• _WORK TO COMPLETE_
Each line of the data below that contains "бульвар" must be copied.

• _THE DATA_
════

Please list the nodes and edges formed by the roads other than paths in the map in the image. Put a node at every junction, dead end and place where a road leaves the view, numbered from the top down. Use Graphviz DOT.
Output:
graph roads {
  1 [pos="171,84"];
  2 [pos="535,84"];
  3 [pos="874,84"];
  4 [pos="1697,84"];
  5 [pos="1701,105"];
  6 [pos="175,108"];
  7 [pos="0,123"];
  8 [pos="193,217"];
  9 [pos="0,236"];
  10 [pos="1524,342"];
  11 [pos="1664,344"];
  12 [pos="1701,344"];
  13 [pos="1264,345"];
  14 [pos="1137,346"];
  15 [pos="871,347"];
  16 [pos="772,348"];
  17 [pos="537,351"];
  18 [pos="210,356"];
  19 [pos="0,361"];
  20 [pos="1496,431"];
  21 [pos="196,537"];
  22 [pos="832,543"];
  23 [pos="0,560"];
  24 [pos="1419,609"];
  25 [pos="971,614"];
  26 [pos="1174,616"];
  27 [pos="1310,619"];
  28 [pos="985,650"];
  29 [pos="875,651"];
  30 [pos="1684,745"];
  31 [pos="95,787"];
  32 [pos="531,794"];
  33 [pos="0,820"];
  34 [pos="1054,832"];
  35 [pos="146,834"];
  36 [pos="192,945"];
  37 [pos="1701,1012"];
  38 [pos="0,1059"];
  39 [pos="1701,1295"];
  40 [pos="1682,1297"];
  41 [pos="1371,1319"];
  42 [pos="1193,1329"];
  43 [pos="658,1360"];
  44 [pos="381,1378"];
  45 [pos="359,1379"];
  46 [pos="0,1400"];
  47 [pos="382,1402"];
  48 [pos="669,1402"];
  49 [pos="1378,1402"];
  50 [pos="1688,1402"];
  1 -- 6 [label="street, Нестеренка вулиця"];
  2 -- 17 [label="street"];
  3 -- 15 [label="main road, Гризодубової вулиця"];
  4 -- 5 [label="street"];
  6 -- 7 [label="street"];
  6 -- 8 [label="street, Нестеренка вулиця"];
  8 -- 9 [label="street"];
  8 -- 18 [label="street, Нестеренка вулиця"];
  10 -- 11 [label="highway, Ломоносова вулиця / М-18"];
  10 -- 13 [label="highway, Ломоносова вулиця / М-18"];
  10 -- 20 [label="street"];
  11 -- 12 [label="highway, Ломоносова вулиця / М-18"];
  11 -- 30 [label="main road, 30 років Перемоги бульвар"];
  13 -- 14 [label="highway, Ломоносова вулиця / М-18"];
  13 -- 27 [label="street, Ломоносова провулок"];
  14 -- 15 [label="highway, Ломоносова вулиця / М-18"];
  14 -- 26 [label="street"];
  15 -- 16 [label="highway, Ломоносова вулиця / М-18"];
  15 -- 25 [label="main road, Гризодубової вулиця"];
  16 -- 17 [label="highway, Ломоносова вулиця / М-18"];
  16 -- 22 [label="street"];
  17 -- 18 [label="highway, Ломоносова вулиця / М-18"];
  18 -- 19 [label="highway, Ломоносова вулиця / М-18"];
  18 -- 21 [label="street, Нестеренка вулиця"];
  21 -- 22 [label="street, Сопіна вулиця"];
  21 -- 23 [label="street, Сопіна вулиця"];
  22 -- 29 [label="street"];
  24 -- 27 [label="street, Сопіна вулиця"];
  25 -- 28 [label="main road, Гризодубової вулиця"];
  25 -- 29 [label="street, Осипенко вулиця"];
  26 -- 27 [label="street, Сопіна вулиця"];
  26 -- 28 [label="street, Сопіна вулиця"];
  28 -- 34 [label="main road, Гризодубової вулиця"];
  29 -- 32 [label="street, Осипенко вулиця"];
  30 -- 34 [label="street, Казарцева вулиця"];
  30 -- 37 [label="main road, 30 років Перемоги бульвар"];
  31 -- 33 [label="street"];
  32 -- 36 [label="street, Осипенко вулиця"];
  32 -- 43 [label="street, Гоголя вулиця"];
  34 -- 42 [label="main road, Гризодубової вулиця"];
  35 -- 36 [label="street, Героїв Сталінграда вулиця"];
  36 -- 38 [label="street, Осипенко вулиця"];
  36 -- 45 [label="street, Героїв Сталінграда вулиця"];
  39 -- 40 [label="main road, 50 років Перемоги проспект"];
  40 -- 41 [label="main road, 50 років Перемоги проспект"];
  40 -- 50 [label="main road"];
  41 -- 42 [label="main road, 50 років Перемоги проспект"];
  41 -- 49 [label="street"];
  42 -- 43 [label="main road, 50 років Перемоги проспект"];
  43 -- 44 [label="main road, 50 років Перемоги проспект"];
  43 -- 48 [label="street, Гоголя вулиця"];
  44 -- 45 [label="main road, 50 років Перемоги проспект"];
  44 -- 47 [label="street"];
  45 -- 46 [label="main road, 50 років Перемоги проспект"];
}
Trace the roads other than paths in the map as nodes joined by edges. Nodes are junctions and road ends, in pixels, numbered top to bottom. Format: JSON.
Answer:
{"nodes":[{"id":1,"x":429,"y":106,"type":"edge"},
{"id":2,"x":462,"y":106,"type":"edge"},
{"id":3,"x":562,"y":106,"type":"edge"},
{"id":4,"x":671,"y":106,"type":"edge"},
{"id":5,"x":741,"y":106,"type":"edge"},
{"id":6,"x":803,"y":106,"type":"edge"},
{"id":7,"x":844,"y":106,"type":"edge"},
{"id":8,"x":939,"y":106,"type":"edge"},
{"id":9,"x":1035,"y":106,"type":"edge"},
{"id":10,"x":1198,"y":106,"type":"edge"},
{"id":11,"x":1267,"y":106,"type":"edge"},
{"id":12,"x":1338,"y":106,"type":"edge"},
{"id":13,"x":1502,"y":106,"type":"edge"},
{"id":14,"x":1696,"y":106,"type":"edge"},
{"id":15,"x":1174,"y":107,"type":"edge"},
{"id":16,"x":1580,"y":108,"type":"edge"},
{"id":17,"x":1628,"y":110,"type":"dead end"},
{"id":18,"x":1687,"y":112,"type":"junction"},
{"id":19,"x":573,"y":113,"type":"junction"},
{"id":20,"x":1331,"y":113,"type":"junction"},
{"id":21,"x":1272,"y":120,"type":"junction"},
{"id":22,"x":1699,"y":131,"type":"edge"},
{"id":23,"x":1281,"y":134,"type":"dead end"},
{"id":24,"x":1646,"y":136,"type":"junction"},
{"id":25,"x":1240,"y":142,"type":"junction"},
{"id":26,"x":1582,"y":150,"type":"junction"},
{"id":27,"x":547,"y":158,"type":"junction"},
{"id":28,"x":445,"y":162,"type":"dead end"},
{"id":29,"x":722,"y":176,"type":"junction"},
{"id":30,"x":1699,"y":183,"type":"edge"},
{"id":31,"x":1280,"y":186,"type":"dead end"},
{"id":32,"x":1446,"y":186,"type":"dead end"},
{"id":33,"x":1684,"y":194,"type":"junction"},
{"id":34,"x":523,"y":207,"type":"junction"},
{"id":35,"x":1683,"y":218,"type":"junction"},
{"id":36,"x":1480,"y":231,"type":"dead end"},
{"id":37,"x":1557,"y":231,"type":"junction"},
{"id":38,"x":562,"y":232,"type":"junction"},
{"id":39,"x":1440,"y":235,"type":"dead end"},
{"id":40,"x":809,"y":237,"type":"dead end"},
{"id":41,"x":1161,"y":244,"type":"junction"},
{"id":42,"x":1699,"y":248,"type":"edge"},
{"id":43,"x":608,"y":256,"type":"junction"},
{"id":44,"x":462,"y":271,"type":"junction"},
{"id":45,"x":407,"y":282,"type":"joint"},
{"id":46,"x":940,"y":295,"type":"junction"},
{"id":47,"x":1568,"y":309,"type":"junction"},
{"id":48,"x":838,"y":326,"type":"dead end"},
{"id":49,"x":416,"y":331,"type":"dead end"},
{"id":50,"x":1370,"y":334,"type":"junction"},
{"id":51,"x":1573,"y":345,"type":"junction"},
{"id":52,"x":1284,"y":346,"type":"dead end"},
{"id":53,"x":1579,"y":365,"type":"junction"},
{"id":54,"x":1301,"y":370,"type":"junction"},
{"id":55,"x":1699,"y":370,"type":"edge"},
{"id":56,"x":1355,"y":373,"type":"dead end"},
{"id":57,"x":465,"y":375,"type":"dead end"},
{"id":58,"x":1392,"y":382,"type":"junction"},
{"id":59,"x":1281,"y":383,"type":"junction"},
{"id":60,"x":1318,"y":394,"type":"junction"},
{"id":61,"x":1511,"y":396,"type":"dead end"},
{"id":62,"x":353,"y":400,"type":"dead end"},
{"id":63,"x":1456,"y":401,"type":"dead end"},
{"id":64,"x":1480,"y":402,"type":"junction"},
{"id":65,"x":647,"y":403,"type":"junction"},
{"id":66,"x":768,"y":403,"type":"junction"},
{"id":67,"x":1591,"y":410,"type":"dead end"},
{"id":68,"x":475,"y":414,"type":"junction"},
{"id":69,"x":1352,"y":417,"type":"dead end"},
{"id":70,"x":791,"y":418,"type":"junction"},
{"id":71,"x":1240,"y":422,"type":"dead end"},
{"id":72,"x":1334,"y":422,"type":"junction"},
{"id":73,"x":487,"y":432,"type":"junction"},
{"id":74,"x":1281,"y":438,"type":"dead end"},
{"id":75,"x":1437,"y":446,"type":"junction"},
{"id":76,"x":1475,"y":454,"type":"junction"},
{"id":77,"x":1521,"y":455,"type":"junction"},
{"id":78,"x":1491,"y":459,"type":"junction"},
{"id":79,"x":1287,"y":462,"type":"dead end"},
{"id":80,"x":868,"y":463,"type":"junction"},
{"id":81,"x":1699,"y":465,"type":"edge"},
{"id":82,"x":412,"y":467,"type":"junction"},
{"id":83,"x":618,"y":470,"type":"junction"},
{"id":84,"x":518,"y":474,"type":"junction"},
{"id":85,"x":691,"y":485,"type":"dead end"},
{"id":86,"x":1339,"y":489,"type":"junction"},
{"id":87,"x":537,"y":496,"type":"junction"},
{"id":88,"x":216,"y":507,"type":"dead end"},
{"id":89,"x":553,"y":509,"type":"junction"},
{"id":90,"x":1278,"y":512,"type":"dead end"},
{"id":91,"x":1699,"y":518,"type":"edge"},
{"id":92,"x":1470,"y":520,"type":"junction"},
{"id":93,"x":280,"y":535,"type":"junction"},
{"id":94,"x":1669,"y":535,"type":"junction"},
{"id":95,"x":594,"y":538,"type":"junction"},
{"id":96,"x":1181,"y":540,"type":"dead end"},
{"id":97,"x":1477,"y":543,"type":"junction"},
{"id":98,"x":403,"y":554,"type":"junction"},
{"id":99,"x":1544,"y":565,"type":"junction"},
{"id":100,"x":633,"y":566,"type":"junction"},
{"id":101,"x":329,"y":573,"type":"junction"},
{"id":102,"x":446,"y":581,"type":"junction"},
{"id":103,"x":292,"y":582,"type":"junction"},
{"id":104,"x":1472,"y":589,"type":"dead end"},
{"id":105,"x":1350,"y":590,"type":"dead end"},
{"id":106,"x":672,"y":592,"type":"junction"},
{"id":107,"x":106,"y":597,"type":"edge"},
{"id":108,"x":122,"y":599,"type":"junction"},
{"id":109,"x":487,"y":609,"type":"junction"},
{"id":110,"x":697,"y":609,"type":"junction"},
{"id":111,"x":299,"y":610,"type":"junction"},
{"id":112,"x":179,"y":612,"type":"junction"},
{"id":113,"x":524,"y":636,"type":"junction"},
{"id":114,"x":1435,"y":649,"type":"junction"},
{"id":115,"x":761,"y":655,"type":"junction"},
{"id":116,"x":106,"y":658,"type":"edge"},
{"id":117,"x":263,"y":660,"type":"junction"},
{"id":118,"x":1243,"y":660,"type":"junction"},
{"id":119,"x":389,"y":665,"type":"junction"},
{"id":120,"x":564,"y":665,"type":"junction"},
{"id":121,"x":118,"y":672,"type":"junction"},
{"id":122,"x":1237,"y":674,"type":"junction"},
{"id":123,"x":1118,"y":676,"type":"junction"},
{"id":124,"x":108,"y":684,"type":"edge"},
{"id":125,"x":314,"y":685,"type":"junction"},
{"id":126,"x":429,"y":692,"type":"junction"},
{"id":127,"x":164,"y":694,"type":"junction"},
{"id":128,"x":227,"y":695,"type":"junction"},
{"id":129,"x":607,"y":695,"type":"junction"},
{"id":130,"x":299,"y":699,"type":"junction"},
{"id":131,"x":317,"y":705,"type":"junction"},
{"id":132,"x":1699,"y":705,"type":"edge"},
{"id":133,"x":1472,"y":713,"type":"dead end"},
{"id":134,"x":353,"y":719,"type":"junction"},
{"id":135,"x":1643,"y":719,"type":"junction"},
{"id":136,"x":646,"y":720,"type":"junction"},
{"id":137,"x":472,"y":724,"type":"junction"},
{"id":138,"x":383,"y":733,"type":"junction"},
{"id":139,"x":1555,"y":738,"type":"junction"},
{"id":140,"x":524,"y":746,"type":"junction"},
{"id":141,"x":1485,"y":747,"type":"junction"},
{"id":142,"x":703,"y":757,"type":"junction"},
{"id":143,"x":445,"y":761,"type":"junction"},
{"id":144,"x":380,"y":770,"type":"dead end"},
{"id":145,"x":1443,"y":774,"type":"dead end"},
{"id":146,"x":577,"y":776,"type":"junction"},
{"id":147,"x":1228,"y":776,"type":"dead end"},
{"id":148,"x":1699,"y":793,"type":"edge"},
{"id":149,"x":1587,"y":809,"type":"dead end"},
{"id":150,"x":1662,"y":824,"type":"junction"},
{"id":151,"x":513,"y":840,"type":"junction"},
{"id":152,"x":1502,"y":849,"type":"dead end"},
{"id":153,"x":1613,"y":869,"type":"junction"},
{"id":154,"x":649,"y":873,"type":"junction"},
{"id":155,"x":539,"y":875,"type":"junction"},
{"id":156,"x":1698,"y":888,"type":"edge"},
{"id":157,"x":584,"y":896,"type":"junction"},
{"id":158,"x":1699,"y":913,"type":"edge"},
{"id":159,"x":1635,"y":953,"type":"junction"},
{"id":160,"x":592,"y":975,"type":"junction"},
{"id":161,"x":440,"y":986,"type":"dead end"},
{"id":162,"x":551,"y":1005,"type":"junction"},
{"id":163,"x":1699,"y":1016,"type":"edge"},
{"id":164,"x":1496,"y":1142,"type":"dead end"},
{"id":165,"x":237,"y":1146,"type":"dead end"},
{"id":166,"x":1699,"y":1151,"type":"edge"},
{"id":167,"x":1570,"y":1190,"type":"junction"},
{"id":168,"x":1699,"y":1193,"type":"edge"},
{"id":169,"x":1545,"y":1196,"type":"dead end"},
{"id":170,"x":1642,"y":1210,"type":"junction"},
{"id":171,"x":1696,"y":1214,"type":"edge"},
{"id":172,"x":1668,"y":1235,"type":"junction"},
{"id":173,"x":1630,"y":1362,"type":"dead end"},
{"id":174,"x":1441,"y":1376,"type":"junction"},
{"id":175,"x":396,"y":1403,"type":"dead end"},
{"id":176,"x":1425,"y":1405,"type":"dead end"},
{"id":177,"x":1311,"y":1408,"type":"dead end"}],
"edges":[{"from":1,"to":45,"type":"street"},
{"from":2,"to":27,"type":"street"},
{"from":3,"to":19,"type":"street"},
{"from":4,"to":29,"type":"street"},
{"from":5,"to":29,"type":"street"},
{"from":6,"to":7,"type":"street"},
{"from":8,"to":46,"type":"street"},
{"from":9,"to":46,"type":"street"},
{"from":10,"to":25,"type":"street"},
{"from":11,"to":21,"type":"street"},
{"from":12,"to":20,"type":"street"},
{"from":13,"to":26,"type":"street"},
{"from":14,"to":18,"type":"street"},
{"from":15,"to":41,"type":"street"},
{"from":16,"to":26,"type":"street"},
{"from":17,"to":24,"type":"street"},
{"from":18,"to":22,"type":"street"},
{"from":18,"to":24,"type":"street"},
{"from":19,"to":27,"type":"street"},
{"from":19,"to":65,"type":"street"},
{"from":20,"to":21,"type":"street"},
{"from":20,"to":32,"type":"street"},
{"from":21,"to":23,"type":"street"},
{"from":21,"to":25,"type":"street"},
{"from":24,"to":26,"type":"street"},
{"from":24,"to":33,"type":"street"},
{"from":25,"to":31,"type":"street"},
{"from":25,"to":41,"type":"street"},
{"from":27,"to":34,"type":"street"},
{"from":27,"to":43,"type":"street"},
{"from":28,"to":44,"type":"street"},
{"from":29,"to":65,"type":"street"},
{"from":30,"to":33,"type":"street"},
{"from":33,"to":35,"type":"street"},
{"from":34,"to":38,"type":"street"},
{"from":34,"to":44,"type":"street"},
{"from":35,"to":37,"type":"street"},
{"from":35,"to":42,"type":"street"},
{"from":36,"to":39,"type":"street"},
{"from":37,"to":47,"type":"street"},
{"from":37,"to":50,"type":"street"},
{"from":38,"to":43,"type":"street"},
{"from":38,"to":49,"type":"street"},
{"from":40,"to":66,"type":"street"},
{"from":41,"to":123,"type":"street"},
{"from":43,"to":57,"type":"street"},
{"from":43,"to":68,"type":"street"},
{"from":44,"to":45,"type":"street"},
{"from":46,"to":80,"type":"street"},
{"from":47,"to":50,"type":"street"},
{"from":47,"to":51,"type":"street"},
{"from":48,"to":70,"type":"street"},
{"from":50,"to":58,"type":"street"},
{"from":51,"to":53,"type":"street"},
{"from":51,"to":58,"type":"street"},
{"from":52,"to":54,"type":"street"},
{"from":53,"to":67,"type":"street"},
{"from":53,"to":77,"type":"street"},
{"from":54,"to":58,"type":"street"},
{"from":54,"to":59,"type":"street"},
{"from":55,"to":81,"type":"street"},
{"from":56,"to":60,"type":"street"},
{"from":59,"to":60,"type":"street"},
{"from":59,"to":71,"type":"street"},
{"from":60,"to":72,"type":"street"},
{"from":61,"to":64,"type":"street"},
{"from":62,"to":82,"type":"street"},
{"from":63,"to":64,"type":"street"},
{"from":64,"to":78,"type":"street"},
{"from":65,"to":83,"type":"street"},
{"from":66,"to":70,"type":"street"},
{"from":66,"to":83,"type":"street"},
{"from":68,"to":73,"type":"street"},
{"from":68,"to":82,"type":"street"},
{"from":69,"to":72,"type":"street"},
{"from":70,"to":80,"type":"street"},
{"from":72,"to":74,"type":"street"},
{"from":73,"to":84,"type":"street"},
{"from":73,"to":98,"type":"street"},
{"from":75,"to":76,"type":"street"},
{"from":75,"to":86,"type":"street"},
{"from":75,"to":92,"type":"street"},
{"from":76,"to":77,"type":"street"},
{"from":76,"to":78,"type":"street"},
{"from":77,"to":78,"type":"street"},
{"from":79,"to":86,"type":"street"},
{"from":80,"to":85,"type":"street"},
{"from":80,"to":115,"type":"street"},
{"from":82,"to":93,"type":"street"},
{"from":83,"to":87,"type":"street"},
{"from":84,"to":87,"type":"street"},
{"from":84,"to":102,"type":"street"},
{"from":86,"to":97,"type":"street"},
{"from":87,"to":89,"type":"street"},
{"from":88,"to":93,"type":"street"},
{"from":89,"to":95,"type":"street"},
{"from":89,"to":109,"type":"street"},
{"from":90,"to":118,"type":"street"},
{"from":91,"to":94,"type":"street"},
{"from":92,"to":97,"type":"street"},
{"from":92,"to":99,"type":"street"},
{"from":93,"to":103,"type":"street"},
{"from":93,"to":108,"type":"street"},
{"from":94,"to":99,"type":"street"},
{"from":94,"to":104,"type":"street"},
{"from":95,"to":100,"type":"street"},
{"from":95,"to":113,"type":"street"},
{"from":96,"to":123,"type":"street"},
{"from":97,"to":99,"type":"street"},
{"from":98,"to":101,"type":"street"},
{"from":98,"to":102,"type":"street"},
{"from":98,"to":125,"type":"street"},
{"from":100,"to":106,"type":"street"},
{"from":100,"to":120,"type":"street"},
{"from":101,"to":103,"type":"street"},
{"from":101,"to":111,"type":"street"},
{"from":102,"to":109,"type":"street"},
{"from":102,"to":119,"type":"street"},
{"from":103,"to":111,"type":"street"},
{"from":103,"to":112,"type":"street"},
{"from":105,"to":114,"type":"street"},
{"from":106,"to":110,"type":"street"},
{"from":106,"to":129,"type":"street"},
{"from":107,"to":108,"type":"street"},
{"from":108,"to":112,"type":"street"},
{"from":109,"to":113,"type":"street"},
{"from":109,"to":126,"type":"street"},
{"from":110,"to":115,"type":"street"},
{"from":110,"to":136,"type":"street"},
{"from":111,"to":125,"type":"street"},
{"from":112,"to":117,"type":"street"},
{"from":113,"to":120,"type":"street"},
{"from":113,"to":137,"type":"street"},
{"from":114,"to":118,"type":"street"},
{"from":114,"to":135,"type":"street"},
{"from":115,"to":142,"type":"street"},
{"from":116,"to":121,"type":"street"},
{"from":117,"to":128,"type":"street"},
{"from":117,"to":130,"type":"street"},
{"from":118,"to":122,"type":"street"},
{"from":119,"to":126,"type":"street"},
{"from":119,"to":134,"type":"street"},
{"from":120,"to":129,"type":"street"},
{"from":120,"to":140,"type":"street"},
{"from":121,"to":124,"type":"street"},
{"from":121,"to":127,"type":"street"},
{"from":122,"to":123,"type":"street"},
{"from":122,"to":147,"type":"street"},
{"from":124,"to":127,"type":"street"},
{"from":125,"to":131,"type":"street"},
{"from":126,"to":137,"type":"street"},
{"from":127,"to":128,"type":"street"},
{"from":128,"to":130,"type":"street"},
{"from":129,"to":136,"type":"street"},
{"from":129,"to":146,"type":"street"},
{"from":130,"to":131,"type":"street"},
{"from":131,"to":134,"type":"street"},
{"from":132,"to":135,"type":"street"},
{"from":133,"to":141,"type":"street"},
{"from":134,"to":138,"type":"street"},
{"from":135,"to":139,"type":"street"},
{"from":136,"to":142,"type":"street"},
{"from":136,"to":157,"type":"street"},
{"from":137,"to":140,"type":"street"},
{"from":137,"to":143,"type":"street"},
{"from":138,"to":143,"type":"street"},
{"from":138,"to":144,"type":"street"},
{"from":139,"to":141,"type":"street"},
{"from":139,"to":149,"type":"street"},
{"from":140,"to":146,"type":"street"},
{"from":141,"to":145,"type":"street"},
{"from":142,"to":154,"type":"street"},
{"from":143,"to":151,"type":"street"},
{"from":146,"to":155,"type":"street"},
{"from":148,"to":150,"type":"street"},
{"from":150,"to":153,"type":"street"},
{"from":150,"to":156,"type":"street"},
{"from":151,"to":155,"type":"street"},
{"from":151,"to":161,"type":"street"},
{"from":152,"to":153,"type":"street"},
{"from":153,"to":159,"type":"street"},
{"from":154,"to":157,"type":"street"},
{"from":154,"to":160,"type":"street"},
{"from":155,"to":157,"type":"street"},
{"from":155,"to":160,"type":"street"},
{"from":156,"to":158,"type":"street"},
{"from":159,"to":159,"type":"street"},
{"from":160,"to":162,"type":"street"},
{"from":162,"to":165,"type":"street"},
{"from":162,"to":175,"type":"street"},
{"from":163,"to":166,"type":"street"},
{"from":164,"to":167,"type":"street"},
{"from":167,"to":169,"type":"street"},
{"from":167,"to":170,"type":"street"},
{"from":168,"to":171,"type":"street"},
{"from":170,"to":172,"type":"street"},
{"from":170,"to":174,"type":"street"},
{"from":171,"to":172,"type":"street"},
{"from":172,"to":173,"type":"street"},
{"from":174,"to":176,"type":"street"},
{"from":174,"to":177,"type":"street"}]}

════

• _TASK OUTPUT_
  11 -- 30 [label="main road, 30 років Перемоги бульвар"];
  30 -- 37 [label="main road, 30 років Перемоги бульвар"];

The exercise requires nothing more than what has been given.